Mr Bishop, who is also chairman of the cricket club, is equally aggrieved at the goats rutting on the outfield and defecating in front of the pavilion. The cricket ground, he pointed out, twice nearly won the Wisden award for the prettiest in England.

Stephanie Kingston of Exmoor Flowers in Lynton said a number of her customers had seen funerary tributes munched to nothing. "There is a funeral this week and I know what will happen to those flowers. There should be an 8ft wall around the cemetery. But I don't want to lose the goats; they're part of our heritage," she said.

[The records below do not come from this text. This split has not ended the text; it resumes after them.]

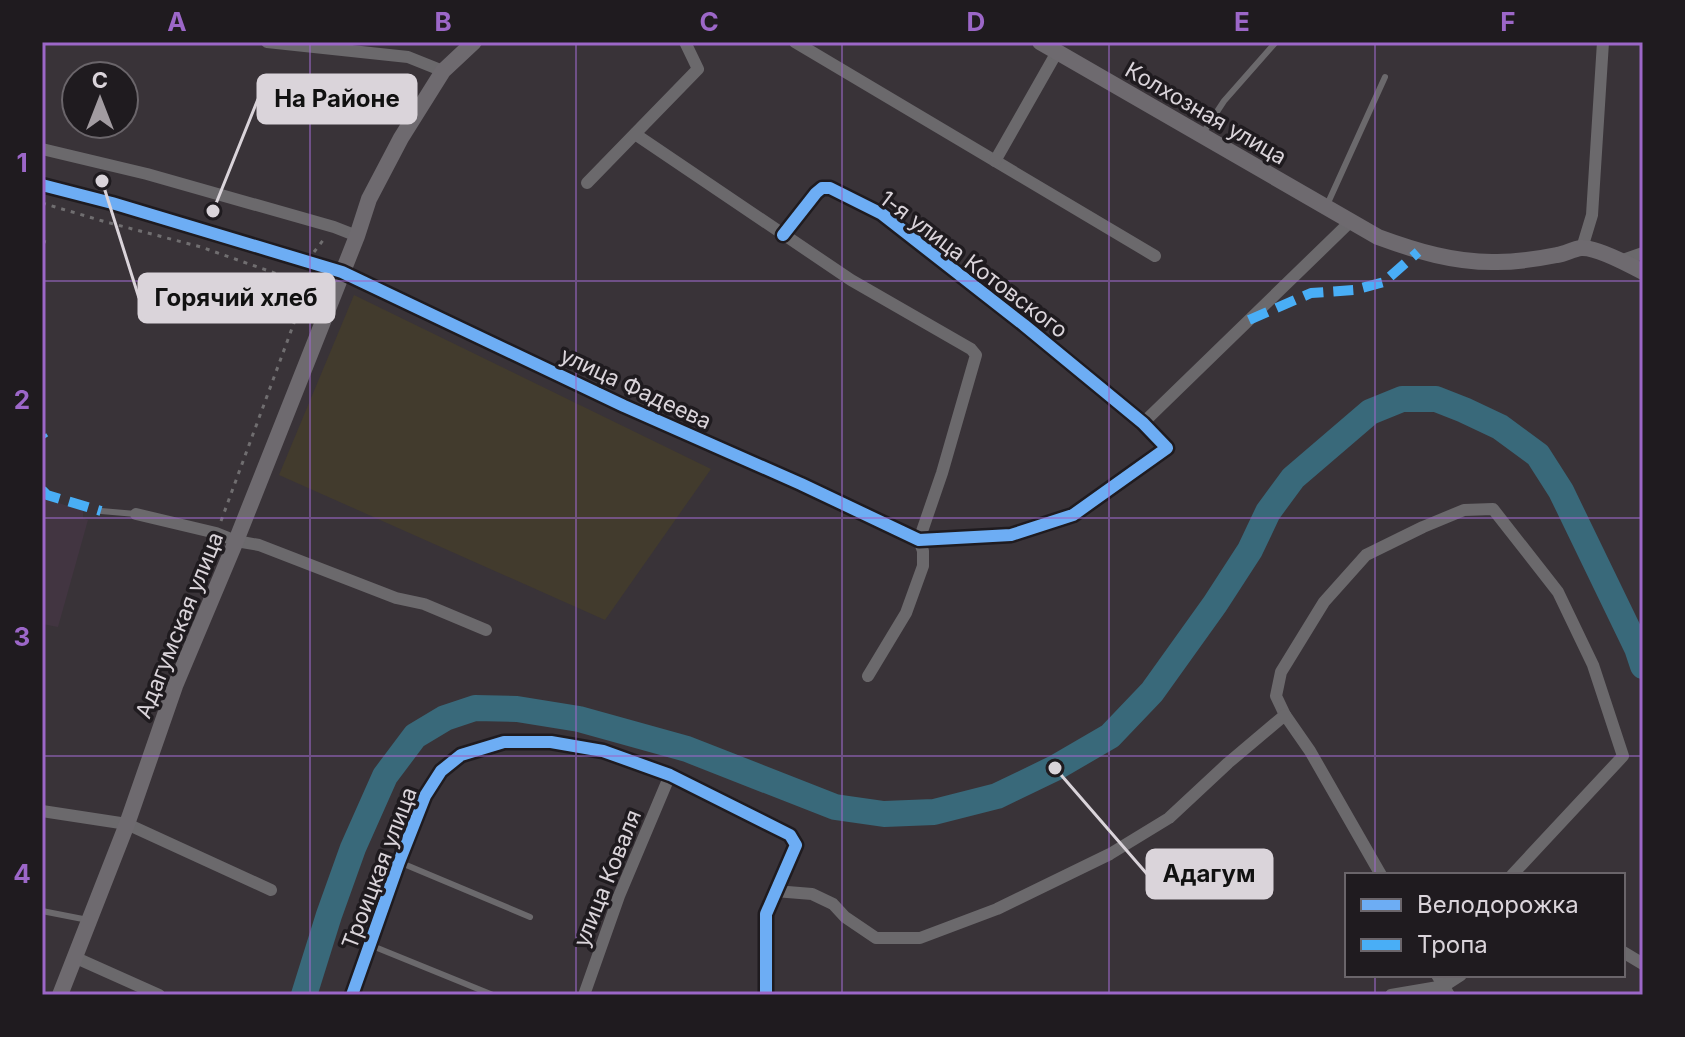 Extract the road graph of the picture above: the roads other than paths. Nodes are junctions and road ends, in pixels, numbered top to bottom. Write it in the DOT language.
graph roads {
  1 [pos="267,42"];
  2 [pos="474,42"];
  3 [pos="685,42"];
  4 [pos="795,42"];
  5 [pos="1040,42"];
  6 [pos="1276,42"];
  7 [pos="1603,42"];
  8 [pos="1057,52"];
  9 [pos="443,71"];
  10 [pos="1385,77"];
  11 [pos="635,134"];
  12 [pos="1201,136"];
  13 [pos="42,149"];
  14 [pos="995,161"];
  15 [pos="587,183"];
  16 [pos="42,185"];
  17 [pos="1326,208"];
  18 [pos="1350,222"];
  19 [pos="783,235"];
  20 [pos="357,236"];
  21 [pos="1582,248"];
  22 [pos="1643,253"];
  23 [pos="1155,256"];
  24 [pos="1623,260"];
  25 [pos="342,272"];
  26 [pos="1643,272"];
  27 [pos="1143,423"];
  28 [pos="101,511"];
  29 [pos="136,514"];
  30 [pos="919,540"];
  31 [pos="236,541"];
  32 [pos="486,630"];
  33 [pos="868,676"];
  34 [pos="1285,715"];
  35 [pos="670,775"];
  36 [pos="42,811"];
  37 [pos="127,824"];
  38 [pos="399,862"];
  39 [pos="1380,873"];
  40 [pos="1514,873"];
  41 [pos="271,890"];
  42 [pos="775,891"];
  43 [pos="42,911"];
  44 [pos="530,917"];
  45 [pos="88,920"];
  46 [pos="370,945"];
  47 [pos="1625,953"];
  48 [pos="74,957"];
  49 [pos="1643,964"];
  50 [pos="1443,985"];
  51 [pos="60,995"];
  52 [pos="159,995"];
  53 [pos="352,995"];
  54 [pos="493,995"];
  55 [pos="584,995"];
  56 [pos="766,995"];
  57 [pos="1391,995"];
  1 -- 9 [label="street"];
  2 -- 9 [label="main road"];
  3 -- 11 [label="street"];
  4 -- 14 [label="street"];
  5 -- 8 [label="main road, Колхозная улица"];
  6 -- 12 [label="lane"];
  7 -- 21 [label="street"];
  8 -- 12 [label="main road, Колхозная улица"];
  8 -- 14 [label="street"];
  9 -- 20 [label="main road"];
  10 -- 17 [label="lane"];
  11 -- 15 [label="street"];
  11 -- 19 [label="street"];
  12 -- 17 [label="main road, Колхозная улица"];
  13 -- 20 [label="street"];
  14 -- 23 [label="street"];
  16 -- 25 [label="street, улица Фадеева"];
  17 -- 18 [label="main road, Колхозная улица"];
  18 -- 21 [label="main road, Колхозная улица"];
  18 -- 27 [label="street"];
  19 -- 27 [label="street, 1-я улица Котовского"];
  19 -- 30 [label="street"];
  20 -- 25 [label="main road"];
  21 -- 24 [label="main road"];
  22 -- 24 [label="street"];
  24 -- 26 [label="main road"];
  25 -- 30 [label="street, улица Фадеева"];
  25 -- 31 [label="main road, Адагумская улица"];
  27 -- 30 [label="street, улица Фадеева"];
  28 -- 29 [label="lane"];
  29 -- 31 [label="street"];
  30 -- 33 [label="street"];
  31 -- 32 [label="street"];
  31 -- 37 [label="main road, Адагумская улица"];
  34 -- 39 [label="street"];
  34 -- 40 [label="street"];
  34 -- 42 [label="street"];
  35 -- 38 [label="street, Троицкая улица"];
  35 -- 42 [label="street, Троицкая улица"];
  35 -- 55 [label="street, улица Коваля"];
  36 -- 37 [label="street"];
  37 -- 41 [label="street"];
  37 -- 45 [label="main road, Адагумская улица"];
  38 -- 44 [label="lane"];
  38 -- 46 [label="street, Троицкая улица"];
  42 -- 56 [label="street, Троицкая улица"];
  43 -- 45 [label="lane"];
  45 -- 48 [label="main road, Адагумская улица"];
  46 -- 53 [label="street, Троицкая улица"];
  46 -- 54 [label="lane"];
  47 -- 49 [label="street"];
  48 -- 51 [label="main road, Адагумская улица"];
  48 -- 52 [label="street"];
  50 -- 57 [label="street"];
} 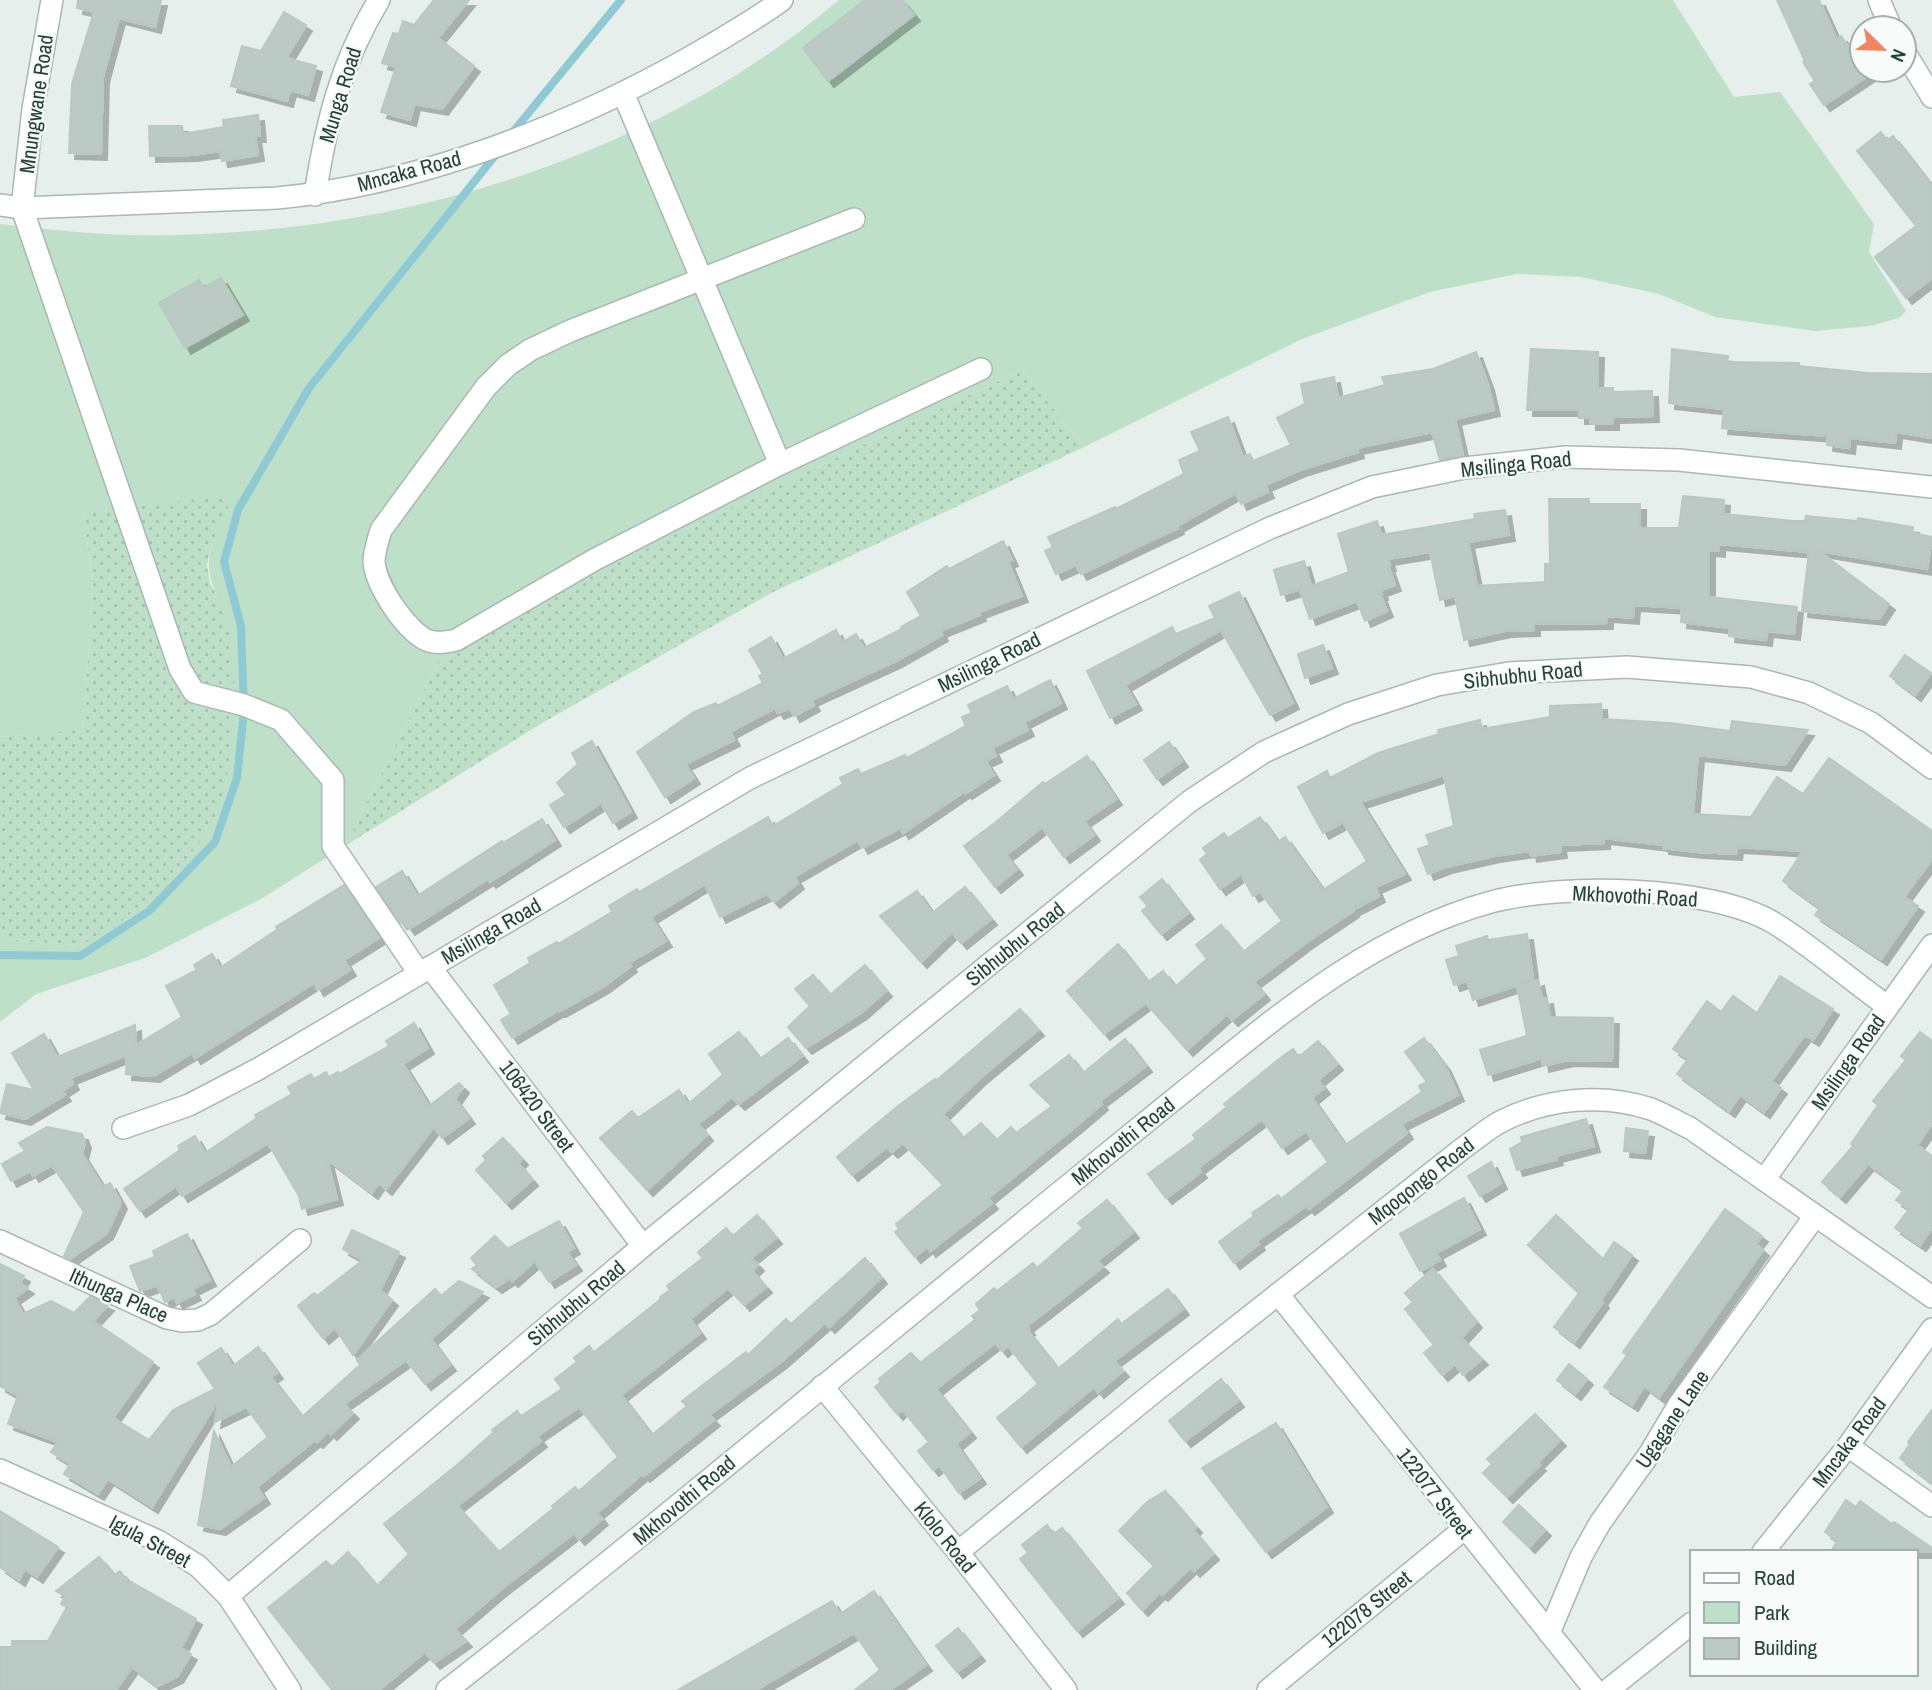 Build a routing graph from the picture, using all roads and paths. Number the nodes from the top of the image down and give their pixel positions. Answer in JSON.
{"nodes":[{"id":1,"x":52,"y":0,"type":"edge"},
{"id":2,"x":379,"y":0,"type":"edge"},
{"id":3,"x":782,"y":0,"type":"edge"},
{"id":4,"x":1918,"y":74,"type":"edge"},
{"id":5,"x":623,"y":93,"type":"junction"},
{"id":6,"x":1932,"y":97,"type":"edge"},
{"id":7,"x":315,"y":195,"type":"junction"},
{"id":8,"x":0,"y":205,"type":"edge"},
{"id":9,"x":22,"y":208,"type":"junction"},
{"id":10,"x":854,"y":219,"type":"dead end"},
{"id":11,"x":702,"y":279,"type":"junction"},
{"id":12,"x":981,"y":369,"type":"dead end"},
{"id":13,"x":780,"y":464,"type":"junction"},
{"id":14,"x":1932,"y":486,"type":"edge"},
{"id":15,"x":1932,"y":768,"type":"edge"},
{"id":16,"x":1932,"y":944,"type":"edge"},
{"id":17,"x":424,"y":970,"type":"junction"},
{"id":18,"x":1887,"y":1006,"type":"junction"},
{"id":19,"x":123,"y":1128,"type":"dead end"},
{"id":20,"x":1764,"y":1180,"type":"junction"},
{"id":21,"x":1815,"y":1216,"type":"junction"},
{"id":22,"x":299,"y":1240,"type":"dead end"},
{"id":23,"x":0,"y":1241,"type":"edge"},
{"id":24,"x":643,"y":1246,"type":"junction"},
{"id":25,"x":1278,"y":1294,"type":"junction"},
{"id":26,"x":1932,"y":1297,"type":"edge"},
{"id":27,"x":1932,"y":1329,"type":"edge"},
{"id":28,"x":822,"y":1386,"type":"junction"},
{"id":29,"x":1848,"y":1446,"type":"junction"},
{"id":30,"x":0,"y":1470,"type":"edge"},
{"id":31,"x":1932,"y":1506,"type":"edge"},
{"id":32,"x":1464,"y":1529,"type":"junction"},
{"id":33,"x":1765,"y":1550,"type":"edge"},
{"id":34,"x":958,"y":1552,"type":"junction"},
{"id":35,"x":228,"y":1596,"type":"junction"},
{"id":36,"x":1690,"y":1625,"type":"edge"},
{"id":37,"x":1549,"y":1633,"type":"junction"},
{"id":38,"x":290,"y":1690,"type":"edge"},
{"id":39,"x":447,"y":1690,"type":"edge"},
{"id":40,"x":1066,"y":1690,"type":"edge"},
{"id":41,"x":1268,"y":1690,"type":"edge"},
{"id":42,"x":1595,"y":1690,"type":"edge"},
{"id":43,"x":1608,"y":1690,"type":"edge"}],
"edges":[{"from":1,"to":9,"type":"street","name":"Mnungwane Road"},
{"from":2,"to":7,"type":"street","name":"Munga Road"},
{"from":3,"to":5,"type":"street","name":"Mncaka Road"},
{"from":4,"to":6,"type":"street"},
{"from":5,"to":7,"type":"street","name":"Mncaka Road"},
{"from":5,"to":11,"type":"street"},
{"from":7,"to":9,"type":"street","name":"Mncaka Road"},
{"from":8,"to":9,"type":"street","name":"Mncaka Road"},
{"from":9,"to":17,"type":"street","name":"106420 Street"},
{"from":10,"to":11,"type":"street"},
{"from":11,"to":13,"type":"street"},
{"from":11,"to":13,"type":"street"},
{"from":12,"to":13,"type":"street"},
{"from":14,"to":17,"type":"street","name":"Msilinga Road"},
{"from":15,"to":24,"type":"street","name":"Sibhubhu Road"},
{"from":16,"to":18,"type":"street","name":"Msilinga Road"},
{"from":17,"to":19,"type":"street","name":"Msilinga Road"},
{"from":17,"to":24,"type":"street","name":"106420 Street"},
{"from":18,"to":20,"type":"street","name":"Msilinga Road"},
{"from":18,"to":28,"type":"street","name":"Mkhovothi Road"},
{"from":20,"to":21,"type":"street","name":"Mqoqongo Road"},
{"from":20,"to":25,"type":"street","name":"Mqoqongo Road"},
{"from":21,"to":26,"type":"street","name":"Mqoqongo Road"},
{"from":21,"to":37,"type":"street","name":"Ugagane Lane"},
{"from":22,"to":23,"type":"street","name":"Ithunga Place"},
{"from":24,"to":35,"type":"street","name":"Sibhubhu Road"},
{"from":25,"to":32,"type":"street","name":"122077 Street"},
{"from":25,"to":34,"type":"street","name":"Mqoqongo Road"},
{"from":27,"to":29,"type":"street","name":"Mncaka Road"},
{"from":28,"to":34,"type":"street","name":"Klolo Road"},
{"from":28,"to":39,"type":"street","name":"Mkhovothi Road"},
{"from":29,"to":31,"type":"street"},
{"from":29,"to":33,"type":"street","name":"Mncaka Road"},
{"from":30,"to":35,"type":"street","name":"Igula Street"},
{"from":32,"to":37,"type":"street","name":"122077 Street"},
{"from":32,"to":41,"type":"street","name":"122078 Street"},
{"from":34,"to":40,"type":"street","name":"Klolo Road"},
{"from":35,"to":38,"type":"street","name":"Igula Street"},
{"from":36,"to":43,"type":"street"},
{"from":37,"to":42,"type":"street","name":"122077 Street"}]}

At least five graves are now surrounded by metal wiring to protect them from nibbling teeth. Janie Rolfe, 47, whose father is buried in the cemetery, said her mother has had to resort to putting plastic flowers on his grave. "My dad loved animals so I keep saying he's having a good laugh. My mum has tried to plant a few real ones in between the plastic ones to try to outsmart them."

But it is not just plant life that is making them lick their lips. Around £100-worth of children's clothing was consumed from the washing line of Helen King, the manager of Exmoor Yum Yums, a fudge and gift shop. "They're an asset to the village and are lovely creatures, but something has to be done," she said. "They've also chewed through the children's paddling pool."

One outspoken defender of the animals is the town's chemist, Paul Badham. By his till was a petition with about 1,000 signatures. "There's already enough killing in the world," said Mr Badham, 52. "If you don't want to live here move to Manchester. It's like moving next to an airport and complaining about the planes."

Geoff Dwyer, the town clerk, said a referendum may be held to decide the matter. "There is no guarantee that a fence and cattle grids will keep the goats in. If we fence the valley today with 80 goats, what do we do next year when they have bred? The preferred option is relocation." Another, he said, was "humane destruction". Horns will no doubt be locked on Wednesday.